- What to work on:
In the copy, include no pictures. Reproduce the rest of the entries exactly.

━━━ Extracted data

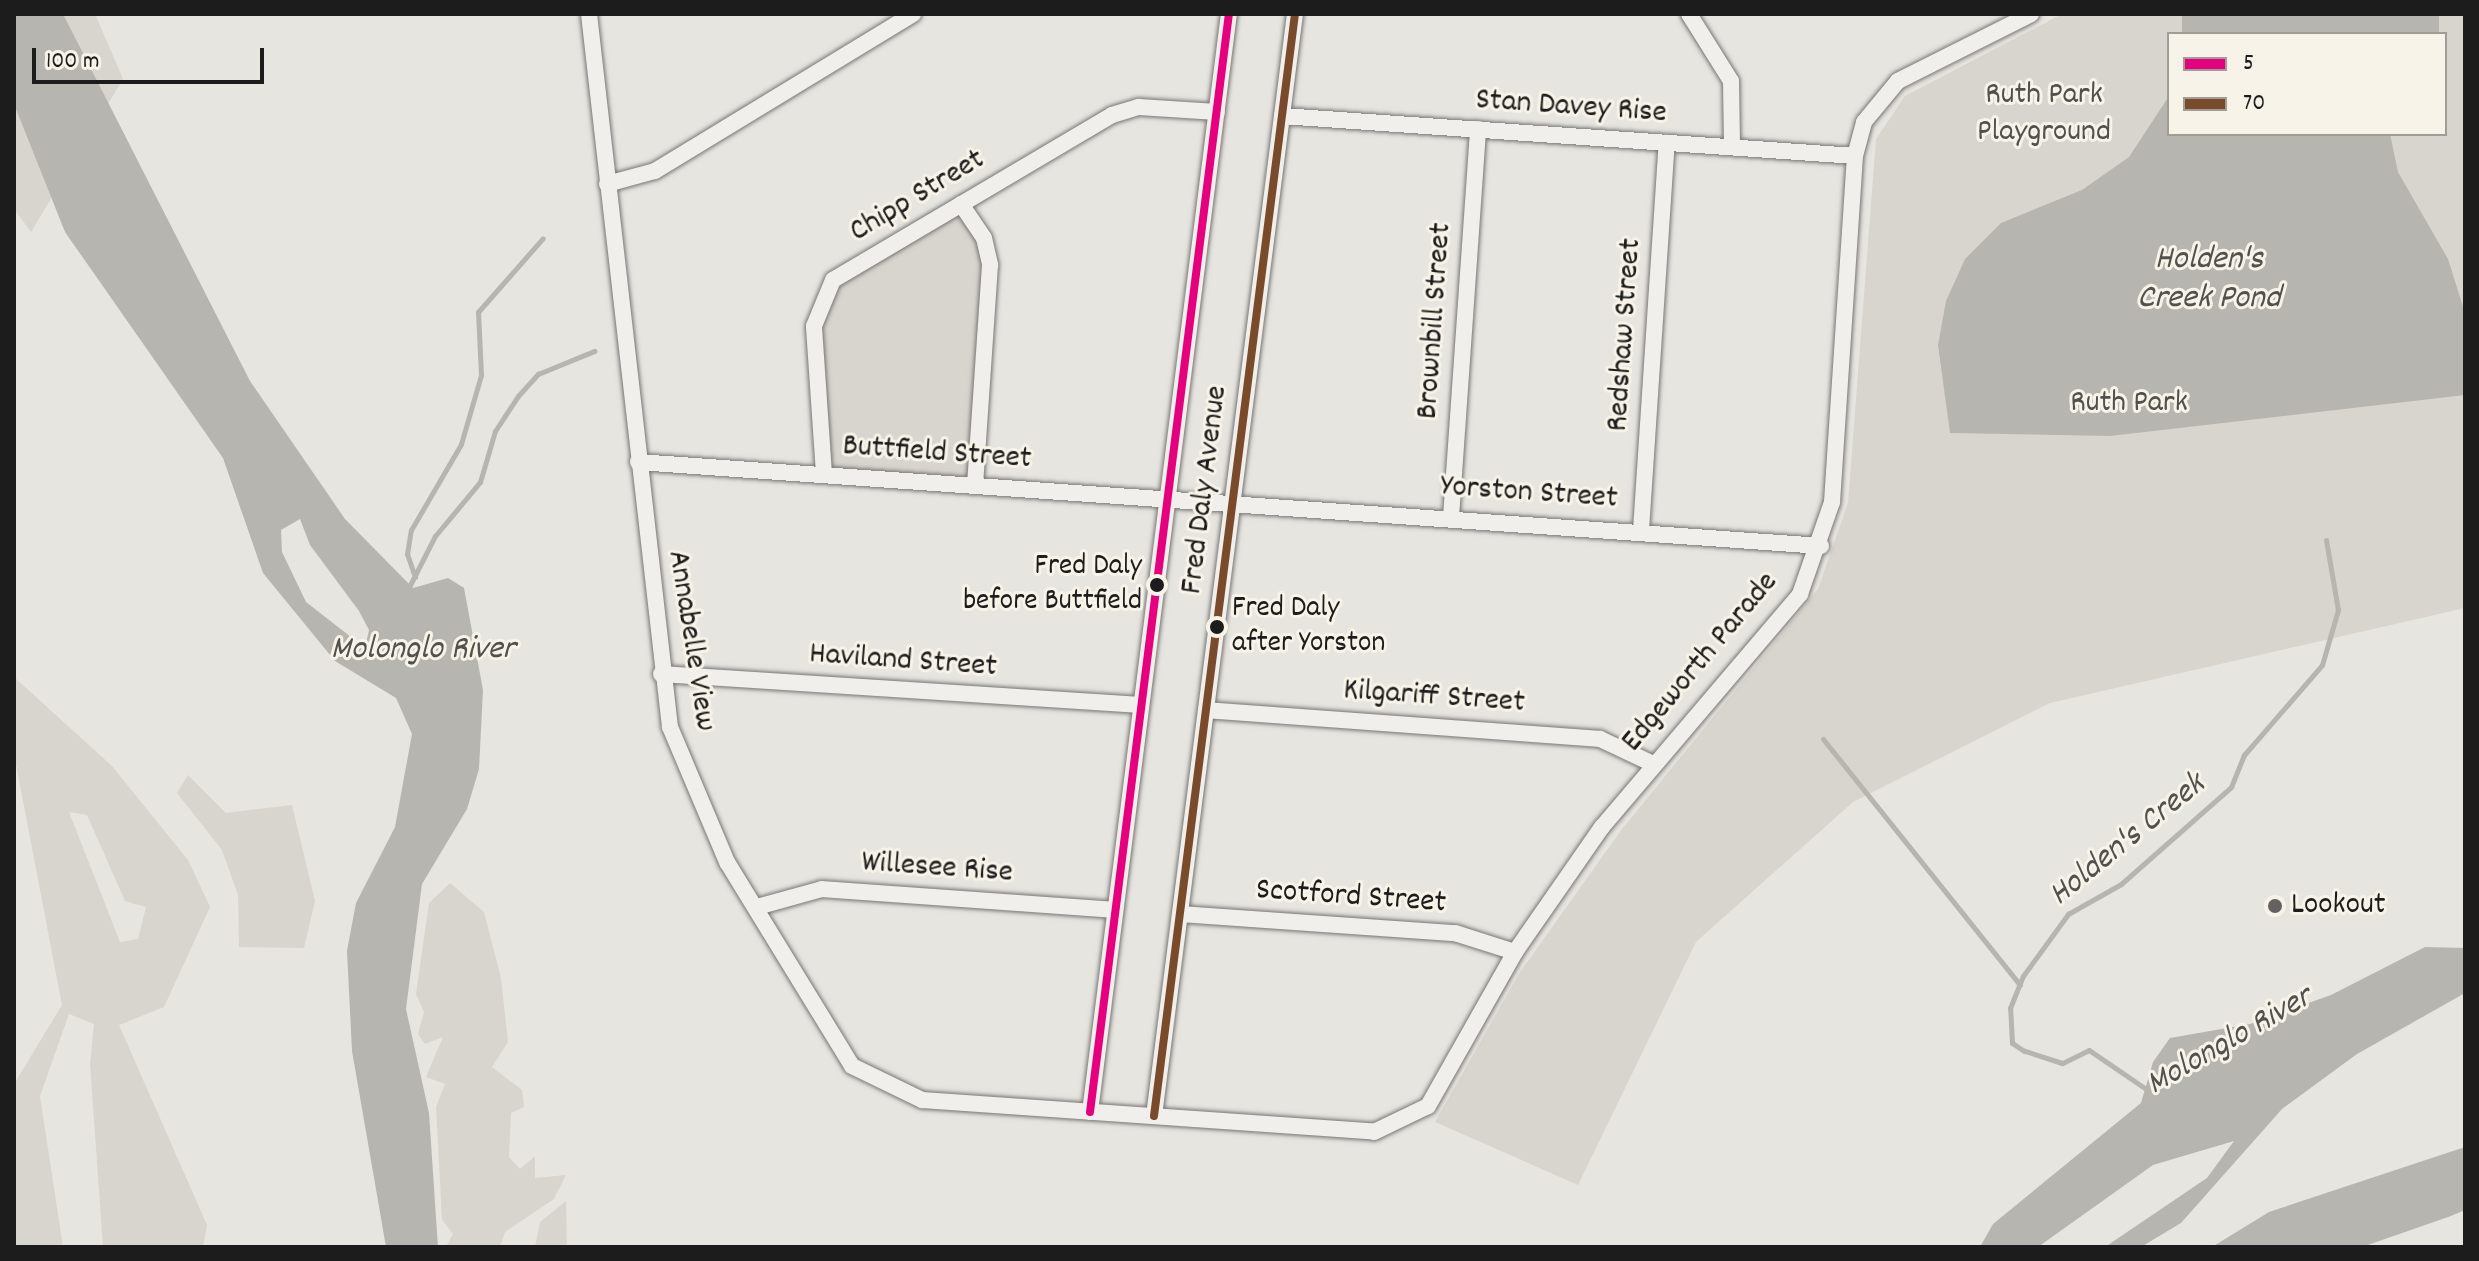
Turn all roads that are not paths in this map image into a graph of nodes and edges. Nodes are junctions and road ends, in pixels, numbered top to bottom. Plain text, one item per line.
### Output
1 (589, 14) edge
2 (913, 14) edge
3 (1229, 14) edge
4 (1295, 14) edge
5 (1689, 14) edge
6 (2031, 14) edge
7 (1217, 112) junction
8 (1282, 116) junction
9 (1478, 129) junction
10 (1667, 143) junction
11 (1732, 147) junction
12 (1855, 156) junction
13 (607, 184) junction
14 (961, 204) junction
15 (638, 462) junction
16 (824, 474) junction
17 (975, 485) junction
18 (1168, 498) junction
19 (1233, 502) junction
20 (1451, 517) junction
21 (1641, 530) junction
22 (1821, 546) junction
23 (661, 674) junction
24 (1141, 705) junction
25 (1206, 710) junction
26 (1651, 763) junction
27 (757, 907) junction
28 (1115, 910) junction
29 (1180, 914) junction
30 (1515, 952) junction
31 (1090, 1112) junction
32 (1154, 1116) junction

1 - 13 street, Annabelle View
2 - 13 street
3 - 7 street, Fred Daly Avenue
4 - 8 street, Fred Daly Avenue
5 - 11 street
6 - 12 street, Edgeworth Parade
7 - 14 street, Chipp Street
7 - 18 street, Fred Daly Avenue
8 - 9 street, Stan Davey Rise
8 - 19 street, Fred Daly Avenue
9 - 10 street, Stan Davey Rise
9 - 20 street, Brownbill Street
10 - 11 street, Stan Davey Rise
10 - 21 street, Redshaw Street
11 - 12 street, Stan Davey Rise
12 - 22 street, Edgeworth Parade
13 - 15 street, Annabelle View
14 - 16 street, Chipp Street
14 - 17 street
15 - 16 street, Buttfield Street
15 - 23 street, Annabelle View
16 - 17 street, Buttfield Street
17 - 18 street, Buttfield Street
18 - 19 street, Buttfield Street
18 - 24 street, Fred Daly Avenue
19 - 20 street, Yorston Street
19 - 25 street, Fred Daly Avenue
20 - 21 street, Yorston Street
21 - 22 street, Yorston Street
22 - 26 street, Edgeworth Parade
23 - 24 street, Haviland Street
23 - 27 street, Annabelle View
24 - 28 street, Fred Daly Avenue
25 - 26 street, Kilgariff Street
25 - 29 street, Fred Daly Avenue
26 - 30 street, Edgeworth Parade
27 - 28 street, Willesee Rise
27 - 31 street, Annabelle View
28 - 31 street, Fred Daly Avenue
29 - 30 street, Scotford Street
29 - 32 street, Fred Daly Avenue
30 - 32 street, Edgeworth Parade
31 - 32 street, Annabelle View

━━━━━━

- Output of the exercise:
Turn all roads that are not paths in this map image into a graph of nodes and edges. Nodes are junctions and road ends, in pixels, numbered top to bottom. Plain text, one item per line.
### Output
1 (589, 14) edge
2 (913, 14) edge
3 (1229, 14) edge
4 (1295, 14) edge
5 (1689, 14) edge
6 (2031, 14) edge
7 (1217, 112) junction
8 (1282, 116) junction
9 (1478, 129) junction
10 (1667, 143) junction
11 (1732, 147) junction
12 (1855, 156) junction
13 (607, 184) junction
14 (961, 204) junction
15 (638, 462) junction
16 (824, 474) junction
17 (975, 485) junction
18 (1168, 498) junction
19 (1233, 502) junction
20 (1451, 517) junction
21 (1641, 530) junction
22 (1821, 546) junction
23 (661, 674) junction
24 (1141, 705) junction
25 (1206, 710) junction
26 (1651, 763) junction
27 (757, 907) junction
28 (1115, 910) junction
29 (1180, 914) junction
30 (1515, 952) junction
31 (1090, 1112) junction
32 (1154, 1116) junction

1 - 13 street, Annabelle View
2 - 13 street
3 - 7 street, Fred Daly Avenue
4 - 8 street, Fred Daly Avenue
5 - 11 street
6 - 12 street, Edgeworth Parade
7 - 14 street, Chipp Street
7 - 18 street, Fred Daly Avenue
8 - 9 street, Stan Davey Rise
8 - 19 street, Fred Daly Avenue
9 - 10 street, Stan Davey Rise
9 - 20 street, Brownbill Street
10 - 11 street, Stan Davey Rise
10 - 21 street, Redshaw Street
11 - 12 street, Stan Davey Rise
12 - 22 street, Edgeworth Parade
13 - 15 street, Annabelle View
14 - 16 street, Chipp Street
14 - 17 street
15 - 16 street, Buttfield Street
15 - 23 street, Annabelle View
16 - 17 street, Buttfield Street
17 - 18 street, Buttfield Street
18 - 19 street, Buttfield Street
18 - 24 street, Fred Daly Avenue
19 - 20 street, Yorston Street
19 - 25 street, Fred Daly Avenue
20 - 21 street, Yorston Street
21 - 22 street, Yorston Street
22 - 26 street, Edgeworth Parade
23 - 24 street, Haviland Street
23 - 27 street, Annabelle View
24 - 28 street, Fred Daly Avenue
25 - 26 street, Kilgariff Street
25 - 29 street, Fred Daly Avenue
26 - 30 street, Edgeworth Parade
27 - 28 street, Willesee Rise
27 - 31 street, Annabelle View
28 - 31 street, Fred Daly Avenue
29 - 30 street, Scotford Street
29 - 32 street, Fred Daly Avenue
30 - 32 street, Edgeworth Parade
31 - 32 street, Annabelle View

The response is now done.